1 Organizations who prefer to block port TCP 389 (ldap) can do so if port tcp 80 (http) is allowed to carry traffic from our servers. See details in the proxy configuration page.

What are the security considerations related to these flows?

These flows are always outbound: they are initiated from the client’s workstation to Notarius’ servers using standard protocols. No information pertaining to your electronic documents is communicated to Notarius or any third party. Notarius is the only public-key-infrastructure supplier to be certified ISO 27001 in North America (Information Security Management). Moreover, its infrastructure is subject to stringent security controls and periodic vulnerability testing.

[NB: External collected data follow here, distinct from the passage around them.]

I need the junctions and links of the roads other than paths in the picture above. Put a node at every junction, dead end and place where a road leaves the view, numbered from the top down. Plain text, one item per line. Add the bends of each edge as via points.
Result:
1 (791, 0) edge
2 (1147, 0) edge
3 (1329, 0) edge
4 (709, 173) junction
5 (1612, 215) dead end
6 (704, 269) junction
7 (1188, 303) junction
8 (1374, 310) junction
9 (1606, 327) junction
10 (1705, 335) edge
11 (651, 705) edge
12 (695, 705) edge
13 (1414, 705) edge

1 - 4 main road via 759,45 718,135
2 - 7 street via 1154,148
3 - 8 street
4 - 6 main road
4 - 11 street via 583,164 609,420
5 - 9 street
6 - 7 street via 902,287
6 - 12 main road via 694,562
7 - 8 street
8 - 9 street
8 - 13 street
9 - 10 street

Who requires or trust these flows?

Other than Notarius, the United Nations, the Government of Canada and the governments of several Canadian provinces and US states use Entrust certificate authority software and related technologies; all require that communication flow to their servers is authorized. These communication protocols are governed by stringent standards set by the IETF, ISO and NIST.

Several of Notarius’ clients have also assessed these considerations. Major companies operating in the engineering, transportation, aerospace, hydroelectricity and mining sectors authorize outbound communication flows to Notarius’ servers.

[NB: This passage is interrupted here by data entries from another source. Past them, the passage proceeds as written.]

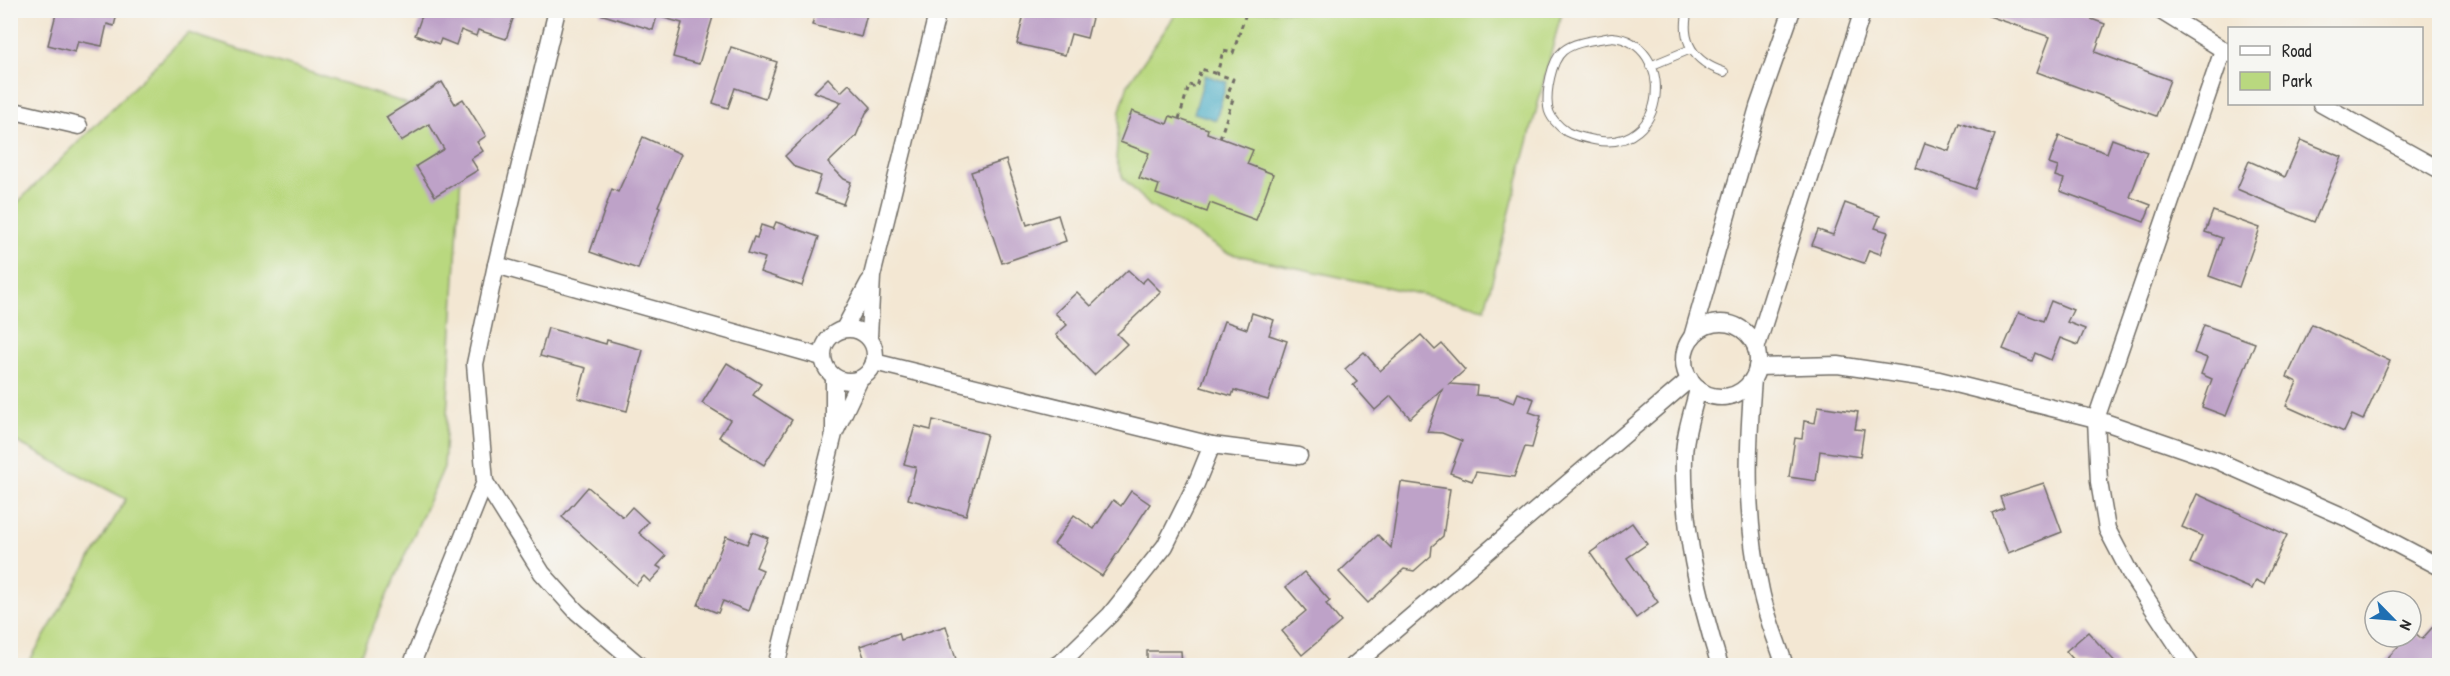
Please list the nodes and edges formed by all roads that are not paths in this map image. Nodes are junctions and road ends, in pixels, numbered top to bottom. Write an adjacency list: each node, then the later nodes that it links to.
1 (557, 10): 15 (street)
2 (938, 10): 16 (street)
3 (1688, 10): 7 (lane)
4 (1792, 10): 18 (street)
5 (1863, 10): 20 (street)
6 (2158, 10): 8 (street)
7 (1692, 49): 9 (lane); 10 (lane)
8 (2226, 52): 27 (street)
9 (1650, 66): 9 (lane)
10 (1724, 72)
11 (2323, 105): 14 (street)
12 (10, 110): 13 (street)
13 (79, 126)
14 (2439, 170)
15 (496, 265): 21 (street); 31 (street)
16 (872, 276): 17 (street); 19 (street)
17 (844, 329): 19 (street); 21 (street)
18 (1692, 337): 20 (street); 26 (street)
19 (869, 338): 22 (street)
20 (1756, 349): 23 (street)
21 (822, 357): 24 (street)
22 (874, 362): 25 (street); 29 (street)
23 (1755, 373): 26 (street); 27 (street); 39 (street)
24 (834, 377): 25 (street); 28 (street)
25 (860, 379): 28 (street)
26 (1694, 384): 37 (street); 38 (street)
27 (2096, 418): 32 (street); 40 (street)
28 (834, 434): 35 (street)
29 (1212, 445): 30 (street); 36 (street)
30 (1299, 456)
31 (485, 482): 33 (street); 34 (street)
32 (2439, 567)
33 (411, 666)
34 (640, 666)
35 (777, 666)
36 (1055, 666)
37 (1353, 666)
38 (1720, 666)
39 (1785, 666)
40 (2191, 666)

What are the firewall rules?

Our environments are redundant, distributed and scalable; the IP address of a service can vary at any time within the specified range.

IP range Port
206.55.89.0/27 tcp 80 (http)
tcp 443 (https)
tcp 389 (ldap)1
tcp 829 (pkix-ca-ra)
192.252.131.64/28 tcp 80 (http)
tcp 443 (https)
tcp 389 (ldap)1
tcp 829 (pkix-ca-ra)

 
Our download site and website require a DNS configuration.

DNS Entry Port
support.notarius.com tcp 443 (https)
download.notarius.com tcp 80 (http)
tcp 443 (https)

 

Notes:

  1. Organizations who prefer to block port TCP 389 (ldap) can do so if port tcp 80 (http) is allowed to carry traffic from our servers. See details in the proxy configuration page.
  2. All communications are outbound only; they are initiated by the client to our servers. In no circumstances do we initiate communication from our servers to the client.
  3. ConsignO Desktop opens a listening port on localhost on the user’s computer to avoid opening a new instance everytime a file is open from Windows Explorer. This approach, common in the industry, is also used by Adobe Acrobat, Microsoft Office, etc.